## Exercise goal
In the entries that follow, which lines hold the string "edges"? List them.

BEGIN

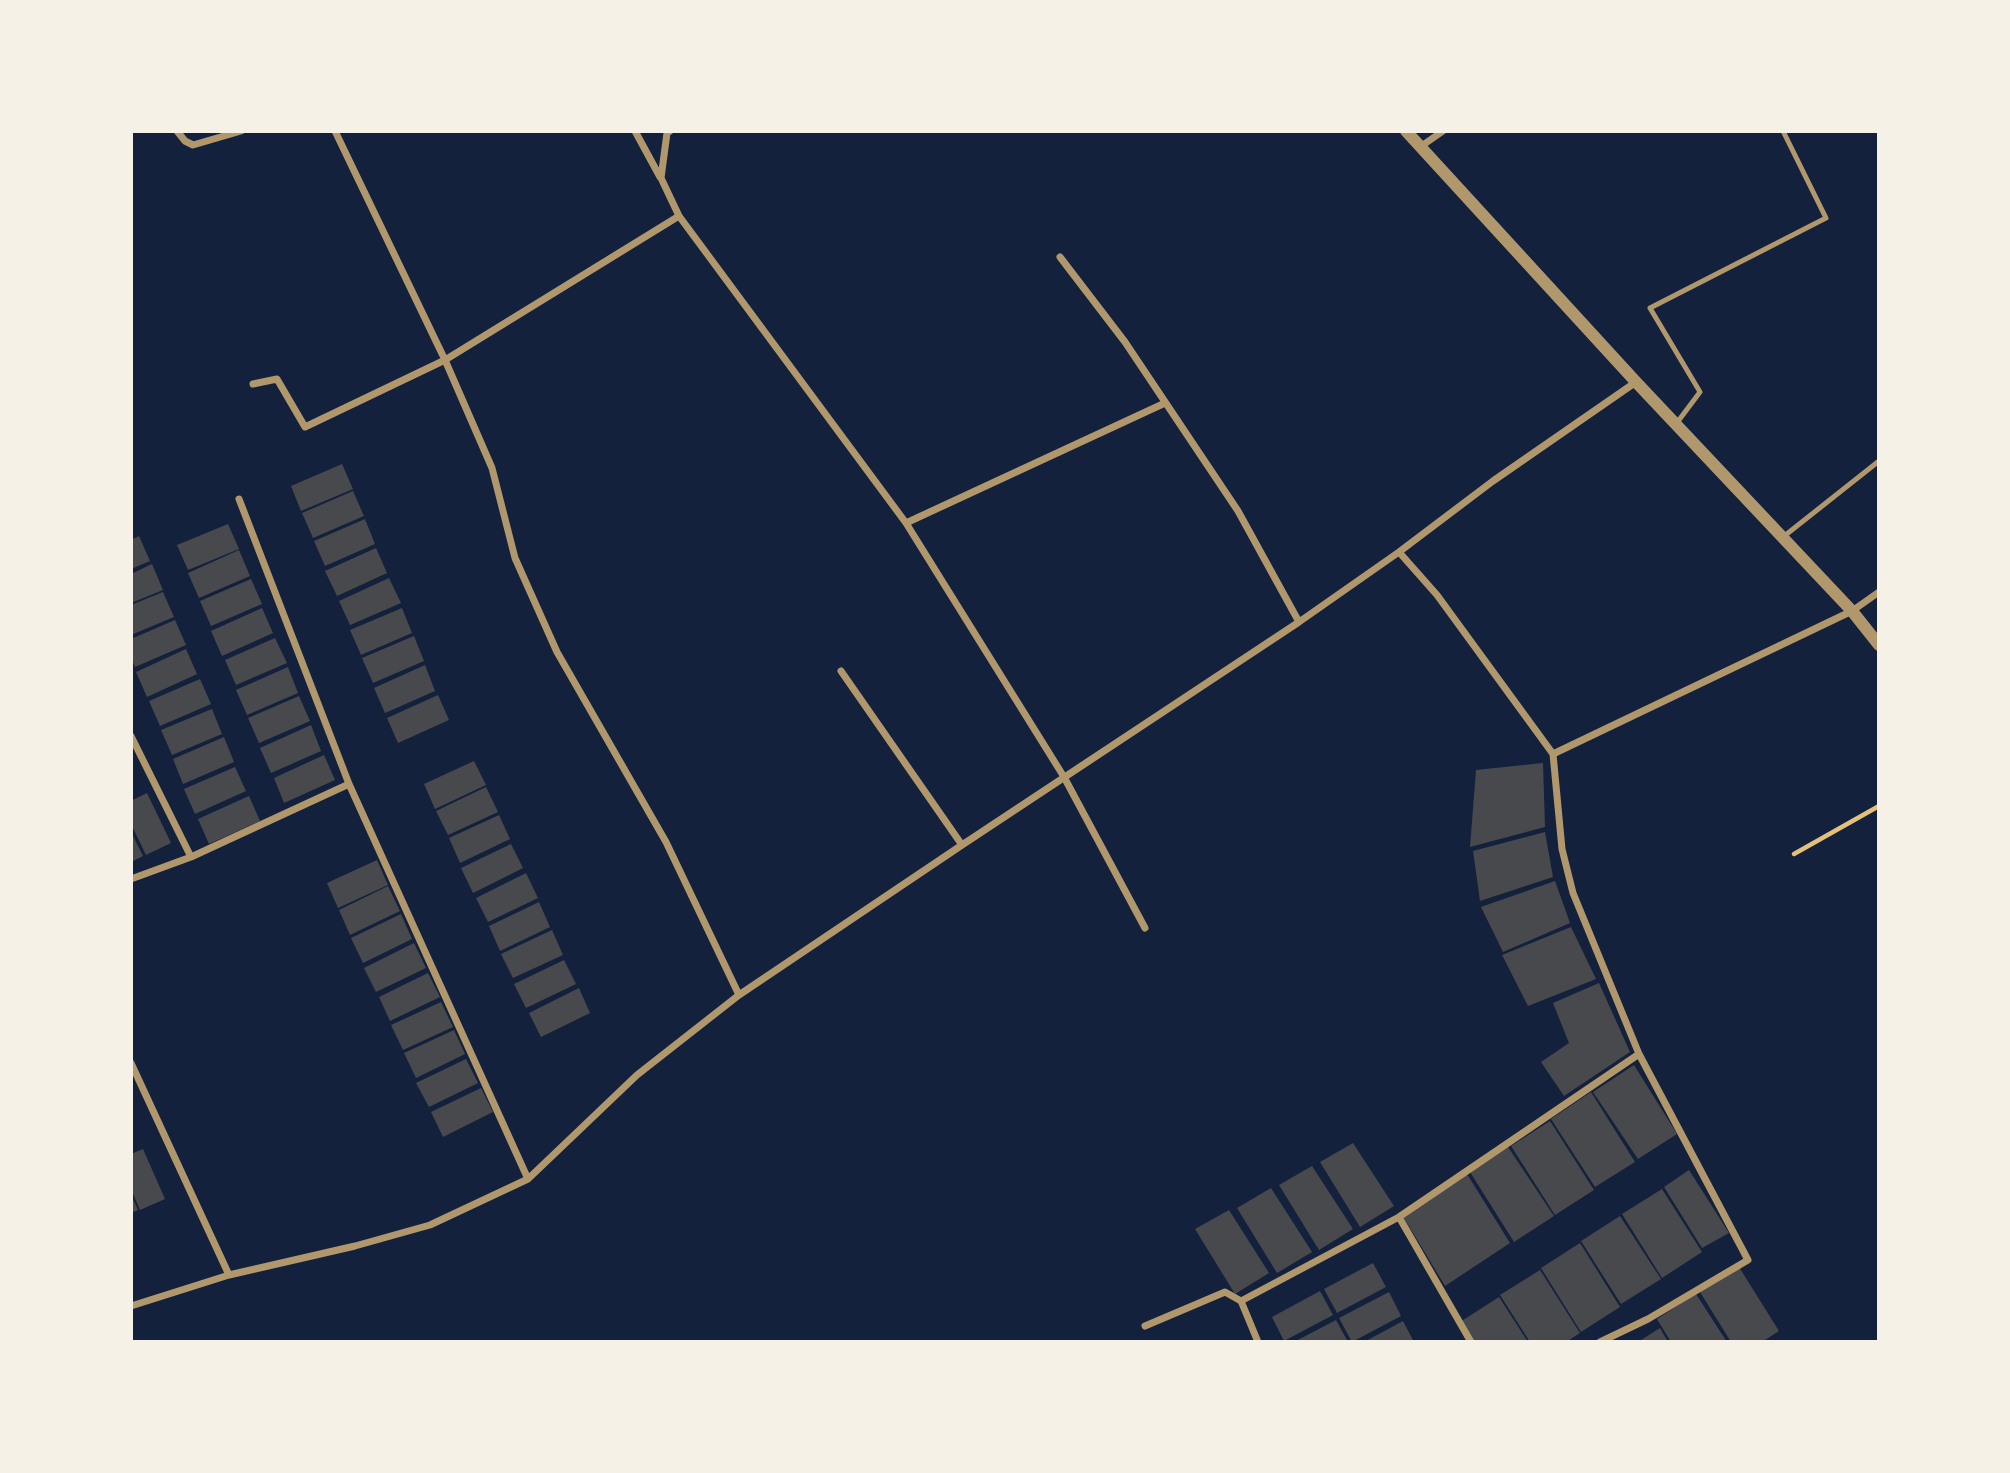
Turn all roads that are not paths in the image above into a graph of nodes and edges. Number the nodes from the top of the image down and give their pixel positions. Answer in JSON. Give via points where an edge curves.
{"nodes":[{"id":1,"x":177,"y":131,"type":"edge"},
{"id":2,"x":241,"y":131,"type":"edge"},
{"id":3,"x":335,"y":131,"type":"edge"},
{"id":4,"x":635,"y":131,"type":"edge"},
{"id":5,"x":670,"y":131,"type":"edge"},
{"id":6,"x":1406,"y":131,"type":"edge"},
{"id":7,"x":1443,"y":131,"type":"edge"},
{"id":8,"x":1783,"y":131,"type":"edge"},
{"id":9,"x":1420,"y":146,"type":"junction"},
{"id":10,"x":661,"y":178,"type":"junction"},
{"id":11,"x":679,"y":216,"type":"junction"},
{"id":12,"x":1060,"y":257,"type":"dead end"},
{"id":13,"x":445,"y":360,"type":"junction"},
{"id":14,"x":1636,"y":382,"type":"junction"},
{"id":15,"x":253,"y":384,"type":"dead end"},
{"id":16,"x":1165,"y":403,"type":"junction"},
{"id":17,"x":1676,"y":424,"type":"junction"},
{"id":18,"x":1879,"y":460,"type":"edge"},
{"id":19,"x":239,"y":499,"type":"dead end"},
{"id":20,"x":906,"y":523,"type":"junction"},
{"id":21,"x":1783,"y":537,"type":"junction"},
{"id":22,"x":1399,"y":552,"type":"junction"},
{"id":23,"x":1879,"y":592,"type":"edge"},
{"id":24,"x":1852,"y":611,"type":"junction"},
{"id":25,"x":1299,"y":622,"type":"junction"},
{"id":26,"x":1879,"y":645,"type":"edge"},
{"id":27,"x":841,"y":671,"type":"dead end"},
{"id":28,"x":131,"y":736,"type":"edge"},
{"id":29,"x":1553,"y":754,"type":"junction"},
{"id":30,"x":1064,"y":777,"type":"junction"},
{"id":31,"x":349,"y":784,"type":"junction"},
{"id":32,"x":962,"y":845,"type":"junction"},
{"id":33,"x":191,"y":857,"type":"junction"},
{"id":34,"x":131,"y":879,"type":"edge"},
{"id":35,"x":1145,"y":928,"type":"dead end"},
{"id":36,"x":739,"y":995,"type":"junction"},
{"id":37,"x":1639,"y":1054,"type":"junction"},
{"id":38,"x":131,"y":1063,"type":"edge"},
{"id":39,"x":528,"y":1179,"type":"junction"},
{"id":40,"x":1399,"y":1217,"type":"junction"},
{"id":41,"x":229,"y":1275,"type":"junction"},
{"id":42,"x":1241,"y":1301,"type":"junction"},
{"id":43,"x":131,"y":1306,"type":"edge"},
{"id":44,"x":1145,"y":1326,"type":"dead end"},
{"id":45,"x":1258,"y":1342,"type":"edge"},
{"id":46,"x":1471,"y":1342,"type":"edge"},
{"id":47,"x":1600,"y":1342,"type":"edge"}],
"edges":[{"from":1,"to":2,"type":"street","via":[[193,145]]},
{"from":3,"to":13,"type":"street"},
{"from":4,"to":10,"type":"street"},
{"from":5,"to":10,"type":"street"},
{"from":6,"to":9,"type":"street"},
{"from":7,"to":9,"type":"street"},
{"from":8,"to":17,"type":"lane","via":[[1826,218],[1650,308],[1700,392]]},
{"from":9,"to":14,"type":"street"},
{"from":10,"to":11,"type":"street"},
{"from":11,"to":13,"type":"street"},
{"from":11,"to":20,"type":"street"},
{"from":12,"to":16,"type":"street"},
{"from":13,"to":15,"type":"street","via":[[305,427],[277,379]]},
{"from":13,"to":36,"type":"street","via":[[492,468],[515,558],[552,640],[666,842]]},
{"from":14,"to":17,"type":"street"},
{"from":14,"to":22,"type":"street"},
{"from":16,"to":20,"type":"street"},
{"from":16,"to":25,"type":"street","via":[[1238,511]]},
{"from":17,"to":21,"type":"street"},
{"from":18,"to":21,"type":"lane"},
{"from":19,"to":31,"type":"street"},
{"from":20,"to":30,"type":"street"},
{"from":21,"to":24,"type":"street"},
{"from":22,"to":25,"type":"street"},
{"from":22,"to":29,"type":"street","via":[[1437,595]]},
{"from":23,"to":24,"type":"street"},
{"from":24,"to":26,"type":"street"},
{"from":24,"to":29,"type":"street"},
{"from":25,"to":30,"type":"street"},
{"from":27,"to":32,"type":"street"},
{"from":28,"to":33,"type":"street"},
{"from":29,"to":37,"type":"street","via":[[1562,849],[1573,893]]},
{"from":30,"to":32,"type":"street"},
{"from":30,"to":35,"type":"street"},
{"from":31,"to":33,"type":"street"},
{"from":31,"to":39,"type":"street"},
{"from":32,"to":36,"type":"street"},
{"from":33,"to":34,"type":"street"},
{"from":36,"to":39,"type":"street","via":[[636,1075]]},
{"from":37,"to":40,"type":"street"},
{"from":37,"to":47,"type":"street","via":[[1748,1261]]},
{"from":38,"to":41,"type":"street"},
{"from":39,"to":41,"type":"street","via":[[430,1226]]},
{"from":40,"to":42,"type":"street"},
{"from":40,"to":46,"type":"street"},
{"from":41,"to":43,"type":"street"},
{"from":42,"to":44,"type":"street","via":[[1225,1292]]},
{"from":42,"to":45,"type":"street"}]}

END

## Task solution
Turn all roads that are not paths in the image above into a graph of nodes and edges. Number the nodes from the top of the image down and give their pixel positions. Answer in JSON. Give via points where an edge curves.
"edges":[{"from":1,"to":2,"type":"street","via":[[193,145]]},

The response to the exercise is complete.